*Exercise*. Your answer should repeat every line of the records below in which the word "weight" appears.

*Given data*.

=======

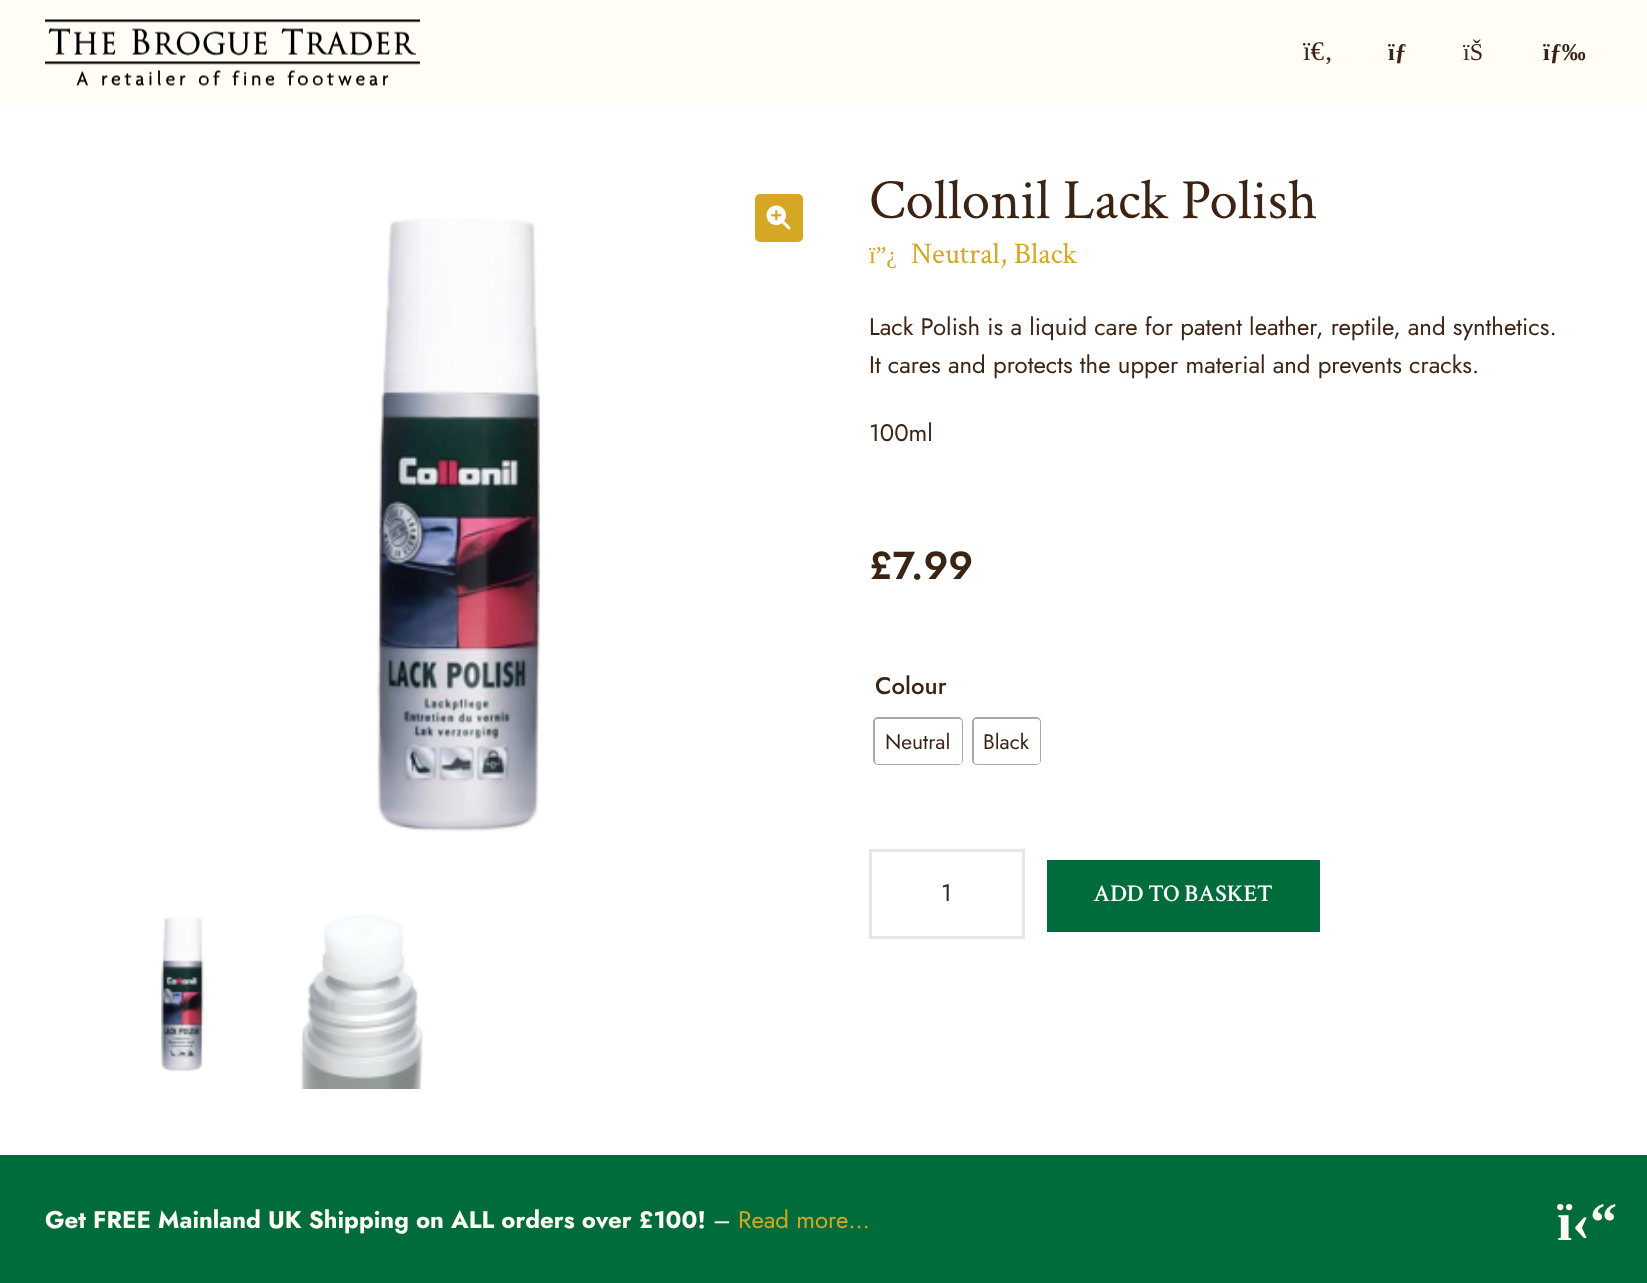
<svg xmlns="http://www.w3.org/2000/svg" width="1647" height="1283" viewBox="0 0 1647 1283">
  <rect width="100%" height="100%" fill="#ffffff"/>
  <rect x="0" y="0" width="1647" height="105" fill="#fffdf5"/>
  <image x="45" y="19" width="375" height="67" href="img1.png"/>
  <text x="1303" y="60" font-family="Liberation Serif" font-size="27" fill="#3c2415">ï€‚</text>
  <text x="1388" y="60" font-family="Liberation Serif" font-size="24" font-weight="bold" fill="#3c2415">ïƒ</text>
  <text x="1463" y="60" font-family="Liberation Serif" font-size="24" fill="#3c2415">ïŠ</text>
  <text x="1543" y="60" font-family="Liberation Serif" font-size="24" font-weight="bold" fill="#3c2415">ïƒ‰</text>
  <image x="377" y="218" width="163" height="614" href="img2.png"/>
  <rect x="755" y="194" width="48" height="48" rx="5" fill="#d5a724"/>
  <image x="766" y="205" width="25" height="25" href="img3.png"/>
  <image x="161" y="917" width="43" height="155" href="img4.png"/>
  <image x="300" y="915" width="123" height="174" href="img5.png"/>
  <text x="869" y="218" font-family="Crimson Text" font-size="57" fill="#3c2415">Collonil Lack Polish</text>
  <text x="869" y="263" font-family="Liberation Serif" font-size="24" fill="#d5a724">ï”¿</text>
  <text x="911" y="263" font-family="Crimson Text" font-size="30" fill="#d5a724">Neutral, Black</text>
  <text x="869" y="335" font-family="Jost" font-size="24" fill="#3c2415">Lack Polish is a liquid care for patent leather, reptile, and synthetics.</text>
  <text x="869" y="373" font-family="Jost" font-size="24" fill="#3c2415">It cares and protects the upper material and prevents cracks.</text>
  <text x="869" y="441" font-family="Jost" font-size="24" fill="#3c2415">100ml</text>
  <text x="869" y="579" font-family="Jost" font-size="39" font-weight="600" fill="#3c2415">£7.99</text>
  <text x="875" y="694" font-family="Jost" font-size="24" font-weight="500" fill="#3c2415">Colour</text>
  <rect x="874" y="718" width="88" height="46" rx="4" fill="none" stroke="#a8a8a8" stroke-width="2"/>
  <rect x="875" y="719" width="87" height="45" rx="3" fill="#ffffff"/>
  <text x="885" y="749" font-family="Jost" font-size="21" fill="#3c2415">Neutral</text>
  <rect x="973" y="718" width="67" height="46" rx="4" fill="none" stroke="#a8a8a8" stroke-width="2"/>
  <rect x="974" y="719" width="66" height="45" rx="3" fill="#ffffff"/>
  <text x="983" y="749" font-family="Jost" font-size="21" fill="#3c2415">Black</text>
  <rect x="870.5" y="850.5" width="153" height="87" fill="none" stroke="#e6e6e6" stroke-width="3"/>
  <text x="941" y="901" font-family="Jost" font-size="24" fill="#282828">1</text>
  <rect x="1047" y="860" width="273" height="72" fill="#016c3b"/>
  <text x="1093" y="901" font-family="Crimson Text" font-size="24" font-weight="600" fill="#ffffff">ADD TO BASKET</text>
  <rect x="0" y="1155" width="1647" height="128" fill="#016c3b"/>
  <text x="45" y="1228" font-family="Jost" font-size="24" font-weight="bold" fill="#fffdf5">Get FREE Mainland UK Shipping on ALL orders over £100!</text>
  <text x="713" y="1228" font-family="Jost" font-size="24" fill="#fffdf5">–</text>
  <text x="738" y="1228" font-family="Jost" font-size="24" fill="#d5a724">Read more…</text>
  <text x="1557" y="1240" font-family="Liberation Serif" font-size="54" font-weight="bold" fill="#fffdf5">ï‹“</text>
</svg>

=======

*Exercise result*.
  <text x="1388" y="60" font-family="Liberation Serif" font-size="24" font-weight="bold" fill="#3c2415">ïƒ</text>
  <text x="1543" y="60" font-family="Liberation Serif" font-size="24" font-weight="bold" fill="#3c2415">ïƒ‰</text>
  <text x="869" y="579" font-family="Jost" font-size="39" font-weight="600" fill="#3c2415">£7.99</text>
  <text x="875" y="694" font-family="Jost" font-size="24" font-weight="500" fill="#3c2415">Colour</text>
  <text x="1093" y="901" font-family="Crimson Text" font-size="24" font-weight="600" fill="#ffffff">ADD TO BASKET</text>
  <text x="45" y="1228" font-family="Jost" font-size="24" font-weight="bold" fill="#fffdf5">Get FREE Mainland UK Shipping on ALL orders over £100!</text>
  <text x="1557" y="1240" font-family="Liberation Serif" font-size="54" font-weight="bold" fill="#fffdf5">ï‹“</text>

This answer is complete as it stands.